What to do
Set down, please, without alteration, the lines of the entries below from the first through the one containing "Which roads connect".

Supplied records START

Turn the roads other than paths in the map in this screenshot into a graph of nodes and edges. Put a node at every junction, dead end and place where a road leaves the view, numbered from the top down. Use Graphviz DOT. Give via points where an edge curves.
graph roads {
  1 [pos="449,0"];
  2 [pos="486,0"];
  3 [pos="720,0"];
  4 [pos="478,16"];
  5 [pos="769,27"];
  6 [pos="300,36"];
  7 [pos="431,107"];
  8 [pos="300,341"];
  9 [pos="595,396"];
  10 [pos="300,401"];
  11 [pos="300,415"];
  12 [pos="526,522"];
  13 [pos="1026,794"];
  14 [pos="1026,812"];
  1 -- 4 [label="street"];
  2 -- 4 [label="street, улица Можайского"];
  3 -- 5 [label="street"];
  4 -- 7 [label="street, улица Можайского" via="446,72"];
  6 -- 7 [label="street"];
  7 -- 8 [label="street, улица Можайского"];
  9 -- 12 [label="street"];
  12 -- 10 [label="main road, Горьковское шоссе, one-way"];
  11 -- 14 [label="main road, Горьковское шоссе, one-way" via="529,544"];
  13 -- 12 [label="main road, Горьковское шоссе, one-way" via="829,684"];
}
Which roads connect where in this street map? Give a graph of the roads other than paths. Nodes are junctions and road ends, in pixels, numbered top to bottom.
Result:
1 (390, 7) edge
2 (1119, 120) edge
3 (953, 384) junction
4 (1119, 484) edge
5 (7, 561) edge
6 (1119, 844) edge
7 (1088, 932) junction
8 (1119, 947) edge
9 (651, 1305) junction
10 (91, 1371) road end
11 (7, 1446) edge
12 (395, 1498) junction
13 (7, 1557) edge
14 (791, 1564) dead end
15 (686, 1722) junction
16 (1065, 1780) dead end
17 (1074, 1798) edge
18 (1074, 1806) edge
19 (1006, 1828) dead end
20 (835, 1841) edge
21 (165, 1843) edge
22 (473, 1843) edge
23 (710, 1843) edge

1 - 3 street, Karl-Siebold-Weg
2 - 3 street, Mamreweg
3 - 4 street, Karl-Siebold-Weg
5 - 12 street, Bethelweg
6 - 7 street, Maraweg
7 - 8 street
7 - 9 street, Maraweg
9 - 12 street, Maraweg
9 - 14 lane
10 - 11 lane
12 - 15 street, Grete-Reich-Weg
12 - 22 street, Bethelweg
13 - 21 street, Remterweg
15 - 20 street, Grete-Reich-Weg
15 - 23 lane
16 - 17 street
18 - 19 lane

Supplied records END

Task output
Turn the roads other than paths in the map in this screenshot into a graph of nodes and edges. Put a node at every junction, dead end and place where a road leaves the view, numbered from the top down. Use Graphviz DOT. Give via points where an edge curves.
graph roads {
  1 [pos="449,0"];
  2 [pos="486,0"];
  3 [pos="720,0"];
  4 [pos="478,16"];
  5 [pos="769,27"];
  6 [pos="300,36"];
  7 [pos="431,107"];
  8 [pos="300,341"];
  9 [pos="595,396"];
  10 [pos="300,401"];
  11 [pos="300,415"];
  12 [pos="526,522"];
  13 [pos="1026,794"];
  14 [pos="1026,812"];
  1 -- 4 [label="street"];
  2 -- 4 [label="street, улица Можайского"];
  3 -- 5 [label="street"];
  4 -- 7 [label="street, улица Можайского" via="446,72"];
  6 -- 7 [label="street"];
  7 -- 8 [label="street, улица Можайского"];
  9 -- 12 [label="street"];
  12 -- 10 [label="main road, Горьковское шоссе, one-way"];
  11 -- 14 [label="main road, Горьковское шоссе, one-way" via="529,544"];
  13 -- 12 [label="main road, Горьковское шоссе, one-way" via="829,684"];
}
Which roads connect where in this street map? Give a graph of the roads other than paths. Nodes are junctions and road ends, in pixels, numbered top to bottom.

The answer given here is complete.